WORK ORDER » Show all lines of the entries in which the word "Iancu" is found.

INFORMATION SHOWN »

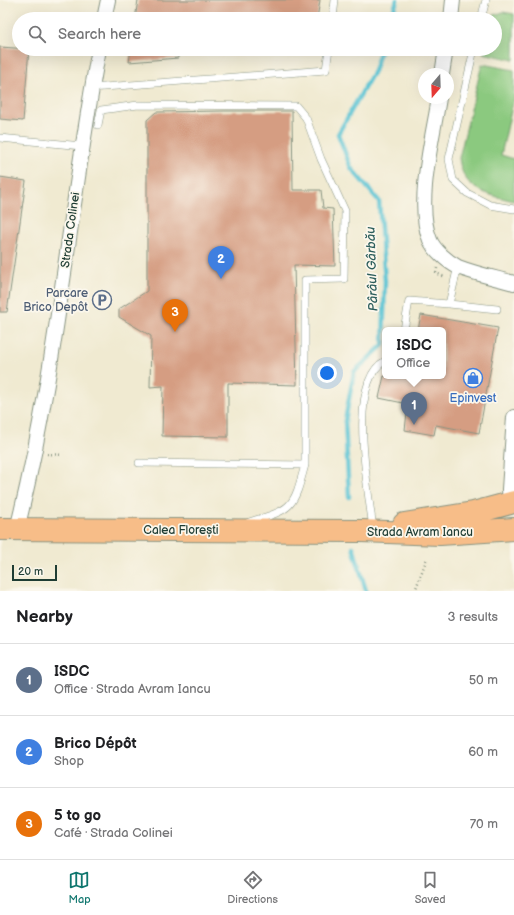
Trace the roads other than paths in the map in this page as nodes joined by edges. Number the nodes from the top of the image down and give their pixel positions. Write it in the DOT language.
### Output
graph roads {
  1 [pos="108,0"];
  2 [pos="335,0"];
  3 [pos="454,0"];
  4 [pos="486,0"];
  5 [pos="105,12"];
  6 [pos="334,12"];
  7 [pos="452,12"];
  8 [pos="483,12"];
  9 [pos="98,56"];
  10 [pos="328,56"];
  11 [pos="445,56"];
  12 [pos="472,56"];
  13 [pos="443,68"];
  14 [pos="91,88"];
  15 [pos="438,104"];
  16 [pos="98,125"];
  17 [pos="0,138"];
  18 [pos="82,146"];
  19 [pos="514,209"];
  20 [pos="458,266"];
  21 [pos="514,283"];
  22 [pos="449,304"];
  23 [pos="496,309"];
  24 [pos="405,327"];
  25 [pos="382,362"];
  26 [pos="514,417"];
  27 [pos="139,463"];
  28 [pos="305,465"];
  29 [pos="512,503"];
  30 [pos="8,529"];
  31 [pos="512,529"];
  32 [pos="224,530"];
  33 [pos="364,530"];
  1 -- 5 [label="street"];
  2 -- 6 [label="lane"];
  3 -- 7 [label="street"];
  4 -- 8 [label="lane"];
  9 -- 14 [label="street, Strada Colinei"];
  10 -- 14 [label="lane"];
  11 -- 13 [label="street"];
  12 -- 19 [label="lane"];
  14 -- 18 [label="street, Strada Colinei"];
  15 -- 20 [label="street"];
  16 -- 28 [label="lane"];
  17 -- 18 [label="lane"];
  18 -- 30 [label="street, Strada Colinei"];
  20 -- 21 [label="street"];
  20 -- 22 [label="lane"];
  22 -- 23 [label="lane"];
  22 -- 24 [label="lane"];
  25 -- 33 [label="lane"];
  26 -- 29 [label="street"];
  27 -- 28 [label="lane"];
  28 -- 32 [label="lane"];
  29 -- 33 [label="main road, Strada Avram Iancu"];
  30 -- 32 [label="main road, Calea Florești"];
  31 -- 33 [label="main road, Strada Avram Iancu"];
  32 -- 33 [label="main road, Calea Florești"];
}
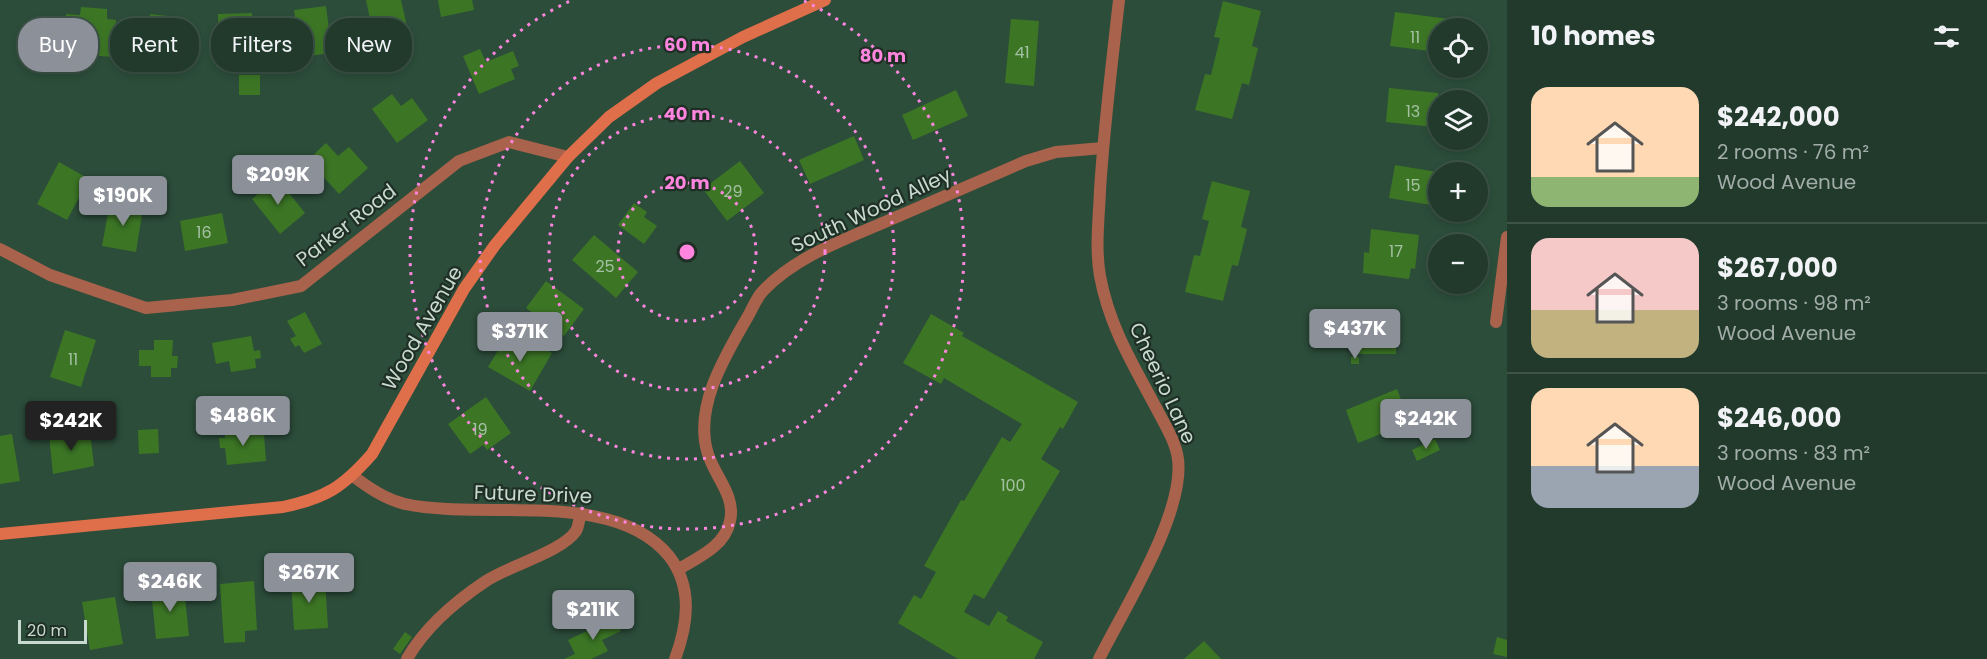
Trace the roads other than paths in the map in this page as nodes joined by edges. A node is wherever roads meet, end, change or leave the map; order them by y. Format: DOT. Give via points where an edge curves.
graph roads {
  1 [pos="825,0"];
  2 [pos="1119,0"];
  3 [pos="1103,148"];
  4 [pos="568,157"];
  5 [pos="1507,237"];
  6 [pos="0,249"];
  7 [pos="1496,322"];
  8 [pos="353,476"];
  9 [pos="581,513"];
  10 [pos="0,534"];
  11 [pos="679,569"];
  12 [pos="408,659"];
  13 [pos="675,659"];
  14 [pos="1099,659"];
  1 -- 4 [label="street, Wood Avenue" via="743,37 657,83 609,117"];
  2 -- 3 [label="street, Cheerio Lane"];
  3 -- 11 [label="street, South Wood Alley" via="1056,152 1026,161 817,252 762,292 732,344 707,407 708,454 729,497 731,519 725,536 710,551"];
  3 -- 14 [label="street, Cheerio Lane" via="1100,274 1128,360 1172,440 1178,458 1178,478 1176,495 1159,539"];
  4 -- 6 [label="street, Parker Road" via="509,142 459,161 301,286 232,300 146,308 50,274"];
  4 -- 8 [label="street, Wood Avenue" via="464,289 372,454"];
  5 -- 7 [label="street"];
  8 -- 9 [label="street, Future Drive" via="377,494 403,504 456,511"];
  8 -- 10 [label="street, Wood Avenue" via="332,493 283,507"];
  9 -- 11 [label="street, Future Drive" via="627,525 658,543"];
  9 -- 12 [label="street" via="576,531 568,538 488,580 425,632"];
  11 -- 13 [label="street, Future Drive" via="687,597 684,634"];
}
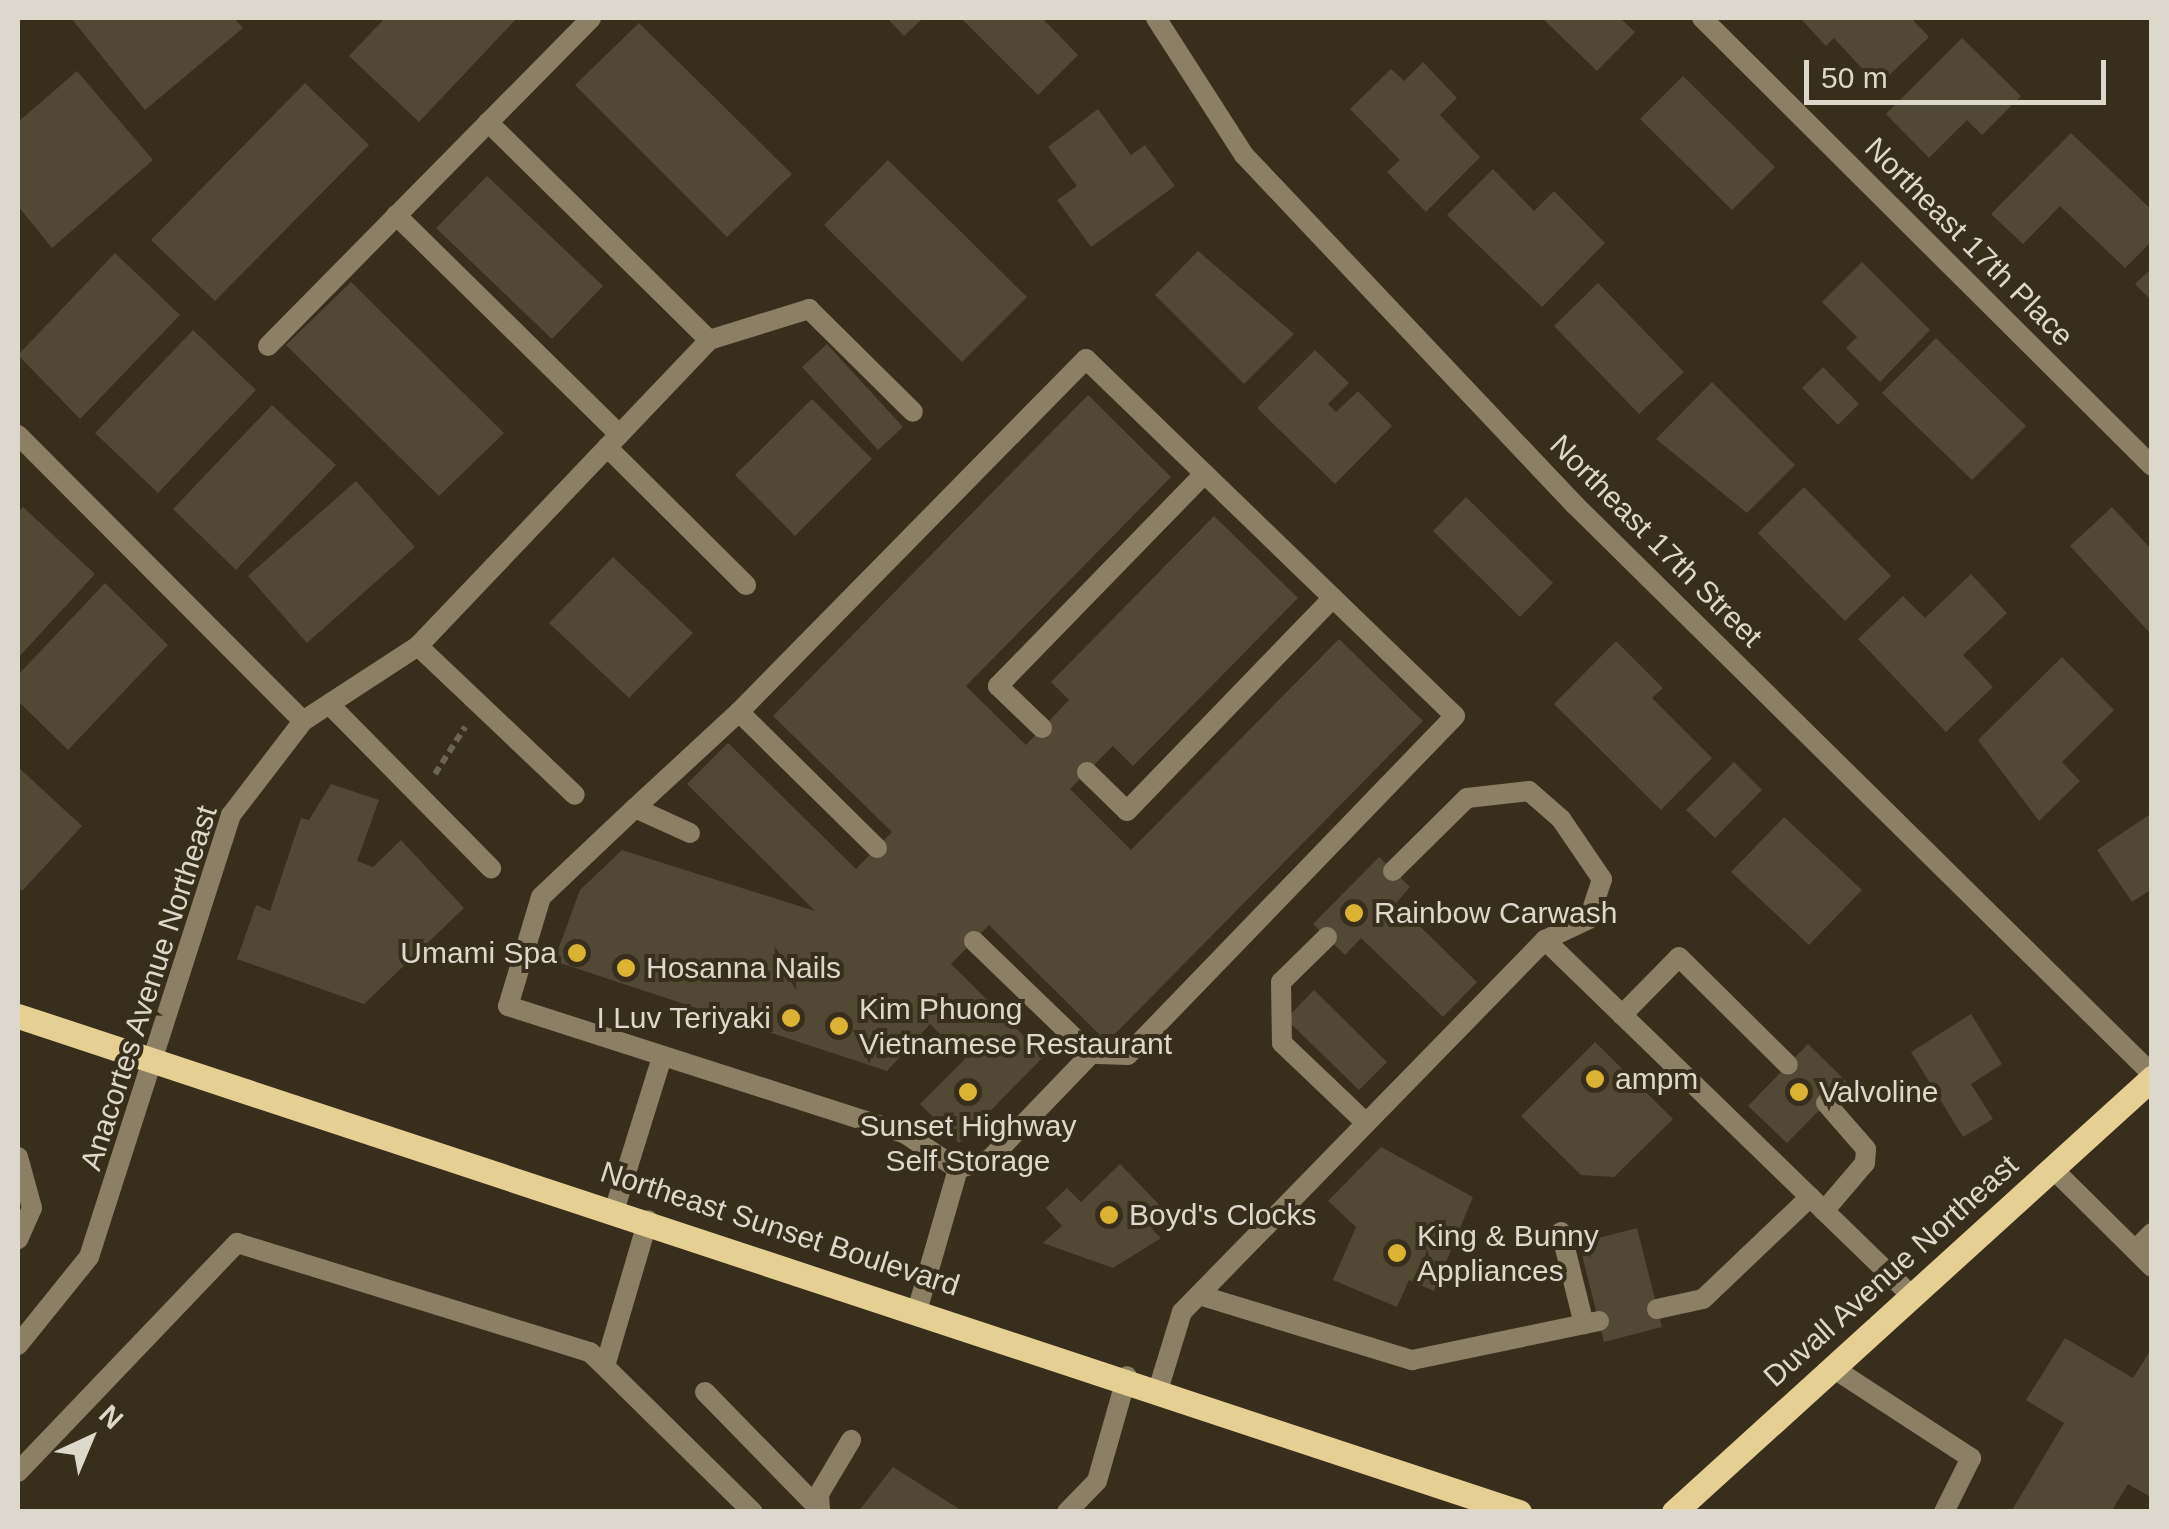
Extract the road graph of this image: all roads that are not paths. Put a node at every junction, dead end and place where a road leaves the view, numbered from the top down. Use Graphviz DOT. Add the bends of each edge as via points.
graph roads {
  1 [pos="591,18"];
  2 [pos="1156,18"];
  3 [pos="1702,18"];
  4 [pos="488,122"];
  5 [pos="396,215"];
  6 [pos="709,340"];
  7 [pos="268,346"];
  8 [pos="913,412"];
  9 [pos="18,435"];
  10 [pos="613,441"];
  11 [pos="2152,466"];
  12 [pos="1204,474"];
  13 [pos="746,586"];
  14 [pos="1333,598"];
  15 [pos="418,646"];
  16 [pos="328,704"];
  17 [pos="738,712"];
  18 [pos="303,720"];
  19 [pos="1042,728"];
  20 [pos="1087,772"];
  21 [pos="575,796"];
  22 [pos="634,808"];
  23 [pos="690,834"];
  24 [pos="877,848"];
  25 [pos="491,868"];
  26 [pos="1394,871"];
  27 [pos="1327,937"];
  28 [pos="1545,940"];
  29 [pos="974,941"];
  30 [pos="1622,1014"];
  31 [pos="18,1016"];
  32 [pos="1091,1054"];
  33 [pos="662,1057"];
  34 [pos="159,1060"];
  35 [pos="1788,1065"];
  36 [pos="2152,1076"];
  37 [pos="1826,1103"];
  38 [pos="1366,1123"];
  39 [pos="18,1157"];
  40 [pos="2052,1168"];
  41 [pos="958,1169"];
  42 [pos="1817,1204"];
  43 [pos="615,1208"];
  44 [pos="648,1220"];
  45 [pos="1561,1232"];
  46 [pos="2152,1233"];
  47 [pos="18,1238"];
  48 [pos="2135,1250"];
  49 [pos="2152,1267"];
  50 [pos="1200,1294"];
  51 [pos="1912,1296"];
  52 [pos="918,1308"];
  53 [pos="1657,1308"];
  54 [pos="18,1346"];
  55 [pos="605,1366"];
  56 [pos="1833,1368"];
  57 [pos="1127,1376"];
  58 [pos="1159,1387"];
  59 [pos="705,1392"];
  60 [pos="851,1440"];
  61 [pos="18,1472"];
  62 [pos="820,1511"];
  63 [pos="753,1512"];
  64 [pos="1067,1512"];
  65 [pos="1518,1512"];
  66 [pos="1674,1512"];
  67 [pos="1944,1512"];
  1 -- 4 [label="street"];
  2 -- 36 [label="street, Northeast 17th Street" via="1244,156 1575,505"];
  3 -- 11 [label="street, Northeast 17th Place"];
  4 -- 5 [label="street"];
  4 -- 6 [label="street"];
  5 -- 7 [label="street"];
  5 -- 10 [label="street"];
  6 -- 8 [label="street" via="809,309"];
  6 -- 10 [label="street, Anacortes Avenue Northeast"];
  9 -- 18 [label="street"];
  10 -- 13 [label="street"];
  10 -- 15 [label="street, Anacortes Avenue Northeast"];
  12 -- 14 [label="street"];
  12 -- 17 [label="street" via="1086,360"];
  12 -- 19 [label="street" via="998,686"];
  14 -- 20 [label="street" via="1127,811"];
  14 -- 32 [label="street" via="1455,716 1128,1054"];
  15 -- 16 [label="street, Anacortes Avenue Northeast"];
  15 -- 21 [label="street"];
  16 -- 18 [label="street, Anacortes Avenue Northeast"];
  16 -- 25 [label="street"];
  17 -- 22 [label="street"];
  17 -- 24 [label="street"];
  18 -- 34 [label="street, Anacortes Avenue Northeast" via="231,816"];
  22 -- 23 [label="street"];
  22 -- 33 [label="street" via="542,896 508,1006"];
  26 -- 28 [label="street" via="1467,798 1529,791 1561,818 1602,878 1589,920"];
  27 -- 38 [label="street" via="1282,982 1282,1043"];
  28 -- 30 [label="street"];
  28 -- 38 [label="street"];
  29 -- 32 [label="street"];
  30 -- 35 [label="street" via="1679,957"];
  30 -- 42 [label="street"];
  31 -- 34 [label="main road, Northeast Sunset Boulevard"];
  32 -- 41 [label="street" via="990,1159"];
  33 -- 41 [label="street" via="904,1133"];
  33 -- 43 [label="street"];
  34 -- 43 [label="main road, Northeast Sunset Boulevard"];
  34 -- 54 [label="street, Anacortes Avenue Northeast" via="89,1257"];
  36 -- 40 [label="main road, Duvall Avenue Northeast"];
  37 -- 42 [label="street" via="1866,1149 1865,1164"];
  38 -- 50 [label="street"];
  39 -- 47 [label="street" via="32,1208"];
  40 -- 48 [label="street"];
  40 -- 51 [label="main road, Duvall Avenue Northeast"];
  41 -- 52 [label="street"];
  42 -- 51 [label="street"];
  42 -- 53 [label="street" via="1703,1298"];
  43 -- 44 [label="main road, Northeast Sunset Boulevard"];
  44 -- 52 [label="main road, Northeast Sunset Boulevard"];
  44 -- 55 [label="street"];
  45 -- 50 [label="street" via="1592,1322 1412,1360"];
  46 -- 48 [label="street"];
  48 -- 49 [label="street"];
  50 -- 58 [label="street" via="1182,1312"];
  51 -- 56 [label="main road, Duvall Avenue Northeast"];
  52 -- 57 [label="main road, Northeast Sunset Boulevard"];
  55 -- 61 [label="street" via="590,1352 237,1243"];
  55 -- 63 [label="street"];
  56 -- 66 [label="main road, Duvall Avenue Northeast"];
  56 -- 67 [label="street" via="1970,1458"];
  57 -- 58 [label="main road, Northeast Sunset Boulevard"];
  57 -- 64 [label="street" via="1097,1481"];
  58 -- 65 [label="main road, Northeast Sunset Boulevard"];
  59 -- 62 [label="street"];
  60 -- 62 [label="street" via="819,1494"];
}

RESULT »
  29 -- 33 [label="main road, Strada Avram Iancu"];
  31 -- 33 [label="main road, Strada Avram Iancu"];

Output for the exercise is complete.